I will assume that you do not know anything about matrices except for the basic definitions. The approach I will take is totally unfeasible for matrices much larger than $3 \times 3$, and is already unpleasant for $3 \times 3$.
From the example that you supplied, the matrix is probably supposed to be column-stochastic. That is, the entries are non-negative, and the entries in any column add up to $1$.
We use more or less what you tried, except that I will let the entry on top left be $a$, and the entry on bottom right be $b$. Then $P$ is the matrix $ \begin{pmatrix} a & 1-b \\ 1-a & b \end{pmatrix} $ (We could have let the entry on top right be $b$, and then the entry below would be $1-b$. The calculation would be very similar to the one I will make, but marginally less symmetrical.)
We are looking for a column vector $X$ with non-negative entries such that $PX=X$. We also want the entries not to be both $0$, though the problem did not mention that explicitly. Let the entries of $X$ be $x$ and $y$, with $x$ the top entry and $y$ the bottom one.
Calculate $PX$, with the usual procedure. The top entry of the product is equal to $ax+(1-b)y$, and the bottom entry is $(1-a)x+by$.
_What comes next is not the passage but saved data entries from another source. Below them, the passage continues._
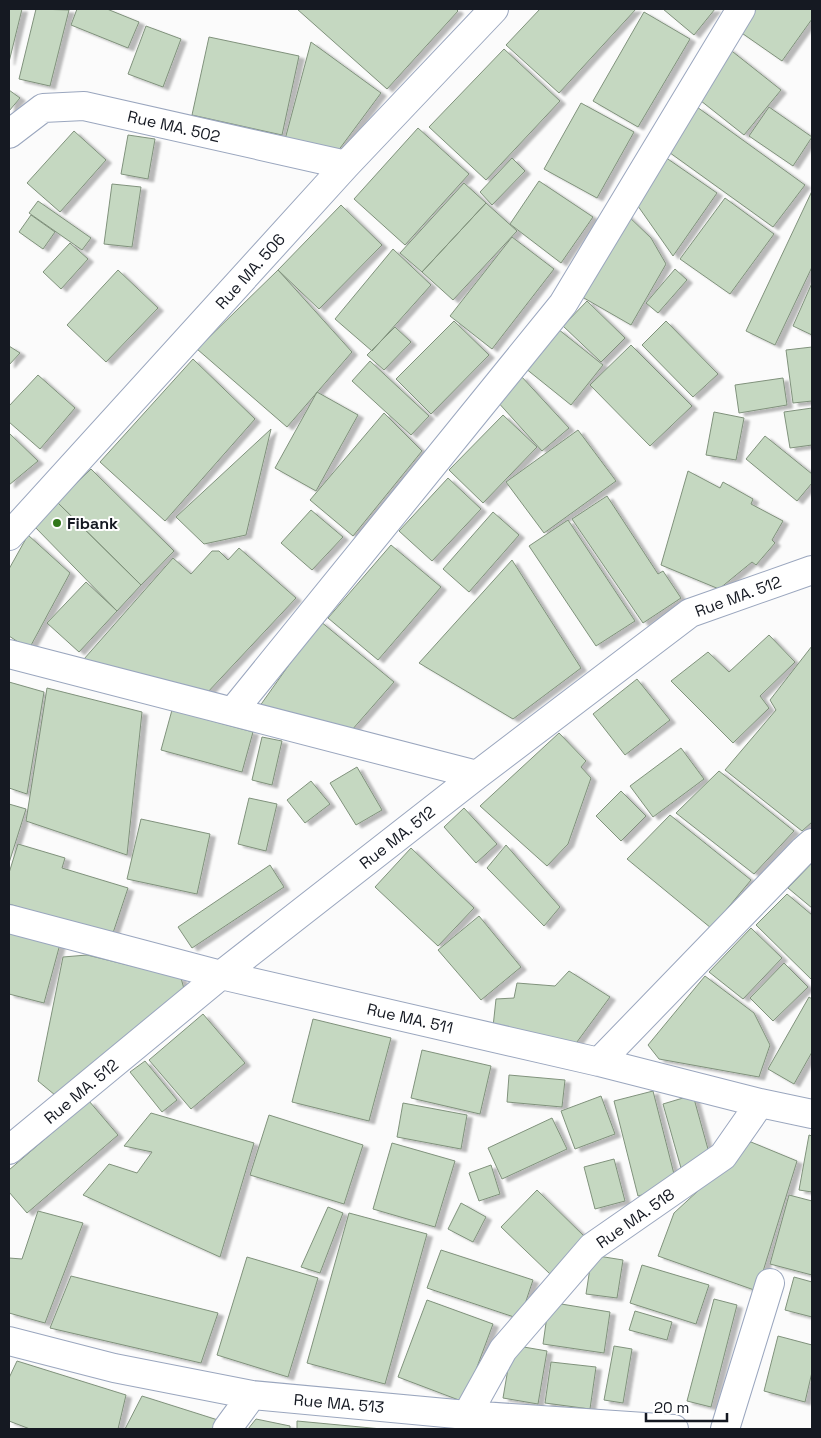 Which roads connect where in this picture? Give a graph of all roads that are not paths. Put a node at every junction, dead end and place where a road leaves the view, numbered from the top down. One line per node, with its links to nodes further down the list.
1 (494, 9): 4 (street, Rue MA. 506)
2 (741, 9): 8 (street)
3 (9, 134): 4 (street, Rue MA. 502)
4 (346, 165): 5 (street, Rue MA. 506)
5 (9, 536)
6 (812, 570): 9 (street, Rue MA. 512)
7 (9, 654): 8 (street)
8 (234, 711): 9 (street)
9 (477, 774): 12 (street, Rue MA. 512)
10 (812, 843): 13 (street)
11 (9, 919): 12 (street, Rue MA. 511)
12 (221, 975): 13 (street, Rue MA. 511); 16 (street, Rue MA. 512)
13 (599, 1062): 14 (street, Rue MA. 511)
14 (760, 1103): 15 (street, Rue MA. 511); 20 (street, Rue MA. 518)
15 (812, 1114)
16 (9, 1150)
17 (770, 1283): 23 (street)
18 (9, 1341): 19 (street, Rue MA. 513)
19 (252, 1395): 20 (street, Rue MA. 513); 21 (street)
20 (468, 1415): 22 (street, Rue MA. 513)
21 (227, 1429)
22 (674, 1429)
23 (725, 1429) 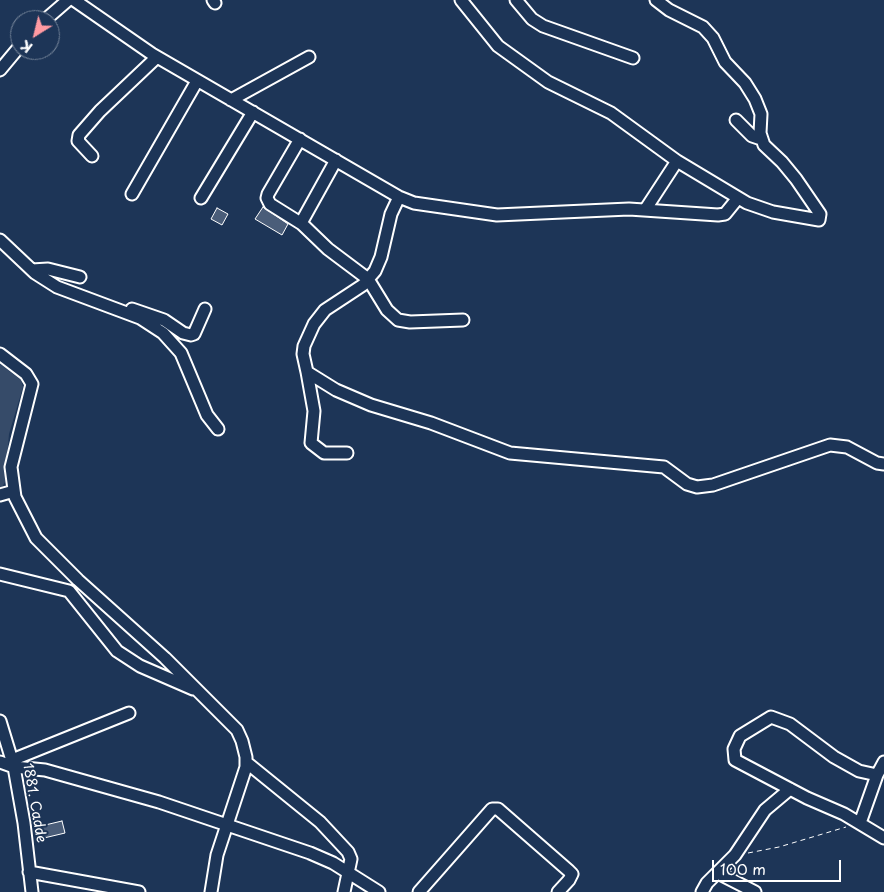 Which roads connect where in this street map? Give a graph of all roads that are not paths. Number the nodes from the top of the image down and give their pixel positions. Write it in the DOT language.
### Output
graph roads {
  1 [pos="68,0"];
  2 [pos="74,0"];
  3 [pos="461,0"];
  4 [pos="516,0"];
  5 [pos="656,0"];
  6 [pos="56,10"];
  7 [pos="157,57"];
  8 [pos="309,57"];
  9 [pos="10,58"];
  10 [pos="633,58"];
  11 [pos="0,70"];
  12 [pos="198,81"];
  13 [pos="232,100"];
  14 [pos="253,112"];
  15 [pos="736,120"];
  16 [pos="300,139"];
  17 [pos="761,140"];
  18 [pos="92,156"];
  19 [pos="336,160"];
  20 [pos="677,161"];
  21 [pos="132,194"];
  22 [pos="399,197"];
  23 [pos="201,198"];
  24 [pos="738,198"];
  25 [pos="645,210"];
  26 [pos="301,224"];
  27 [pos="0,240"];
  28 [pos="32,270"];
  29 [pos="80,277"];
  30 [pos="368,279"];
  31 [pos="205,309"];
  32 [pos="118,310"];
  33 [pos="463,320"];
  34 [pos="0,354"];
  35 [pos="307,372"];
  36 [pos="218,429"];
  37 [pos="347,453"];
  38 [pos="884,464"];
  39 [pos="14,491"];
  40 [pos="0,495"];
  41 [pos="0,574"];
  42 [pos="78,580"];
  43 [pos="69,592"];
  44 [pos="195,689"];
  45 [pos="129,713"];
  46 [pos="0,721"];
  47 [pos="0,762"];
  48 [pos="246,762"];
  49 [pos="884,762"];
  50 [pos="13,764"];
  51 [pos="877,775"];
  52 [pos="790,789"];
  53 [pos="860,823"];
  54 [pos="227,826"];
  55 [pos="884,838"];
  56 [pos="30,872"];
  57 [pos="350,873"];
  58 [pos="718,873"];
  59 [pos="32,892"];
  60 [pos="138,892"];
  61 [pos="211,892"];
  62 [pos="344,892"];
  63 [pos="379,892"];
  64 [pos="419,892"];
  65 [pos="558,892"];
  66 [pos="702,892"];
  67 [pos="755,892"];
  1 -- 6 [label="street"];
  2 -- 7 [label="street"];
  3 -- 20 [label="street"];
  4 -- 10 [label="street"];
  5 -- 17 [label="street"];
  7 -- 12 [label="street"];
  7 -- 18 [label="street"];
  8 -- 13 [label="street"];
  9 -- 11 [label="street"];
  12 -- 13 [label="street"];
  12 -- 21 [label="street"];
  13 -- 14 [label="street"];
  14 -- 16 [label="street"];
  14 -- 23 [label="street"];
  15 -- 17 [label="street"];
  16 -- 19 [label="street"];
  16 -- 26 [label="street"];
  17 -- 24 [label="street"];
  19 -- 22 [label="street"];
  19 -- 26 [label="street"];
  20 -- 24 [label="street"];
  20 -- 25 [label="street"];
  22 -- 25 [label="street"];
  22 -- 30 [label="street"];
  24 -- 25 [label="street"];
  26 -- 30 [label="street"];
  27 -- 28 [label="street"];
  28 -- 29 [label="street"];
  28 -- 32 [label="street"];
  30 -- 33 [label="street"];
  30 -- 35 [label="street"];
  31 -- 32 [label="street"];
  32 -- 36 [label="street"];
  34 -- 39 [label="street"];
  35 -- 37 [label="street"];
  35 -- 38 [label="street"];
  39 -- 40 [label="street"];
  39 -- 42 [label="street"];
  41 -- 43 [label="street"];
  42 -- 43 [label="street"];
  42 -- 44 [label="street"];
  43 -- 44 [label="street"];
  44 -- 48 [label="street"];
  45 -- 50 [label="street"];
  46 -- 50 [label="street, 1881. Cadde"];
  47 -- 50 [label="street"];
  48 -- 54 [label="street"];
  48 -- 57 [label="street"];
  49 -- 51 [label="street"];
  50 -- 54 [label="street"];
  50 -- 56 [label="street, 1881. Cadde"];
  51 -- 52 [label="street"];
  51 -- 53 [label="street"];
  52 -- 53 [label="street"];
  52 -- 58 [label="street"];
  53 -- 55 [label="street"];
  54 -- 57 [label="street"];
  54 -- 61 [label="street"];
  56 -- 59 [label="street, 1881. Cadde"];
  56 -- 60 [label="street"];
  57 -- 62 [label="street"];
  57 -- 63 [label="street"];
  58 -- 66 [label="street"];
  58 -- 67 [label="street"];
  64 -- 65 [label="street"];
}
We want this vector to be the same as the vector $X$. So the entries must match. We get the equations
$ax+(1-b)y=x \qquad\text{and}\qquad (1-a)x+by=y$
With standard "algebra" manipulation, these equations can be rewritten as
$-(1-a)x + (1-b)y=0 \qquad \text{and}\qquad (1-a)x -(1-b)y=0$
Note that these two equations say the same thing. The second equation turns out to be the first, with all entries multiplied by $-1$.
So we only need to worry about satisfying the equation $-(1-a)x +(1-b)y=0$
If $1-a$ and $1-b$ are both $0$, "any" $x$, $y$ is a solution. If not both $1-a$ and $1-b$ are $0$, there is an obvious solution $x=1-b$ and $y=1-a$, and $x$ and $y$ are not both $0$.
Since $a$ and $b$ are between $0$ and $1$, it follows that $x$ and $y$ are non-negative.
By the way, it is easy to check that if $k$ is any positive number, and if $x$, $y$ is a solution, then $kx$, $ky$ is also a solution. Thus we can, by choosing $k$ appropriately, make $x$, $y$ satisfy some further condition, such as $x+y=1$.
Finally, please remember that the approach I took becomes very unpleasant in larger cases. I wrote out a detailed solution to show that one can solve the problem with very little Linear Algebra background. But in general, you will need the machinery referred to in other solutions.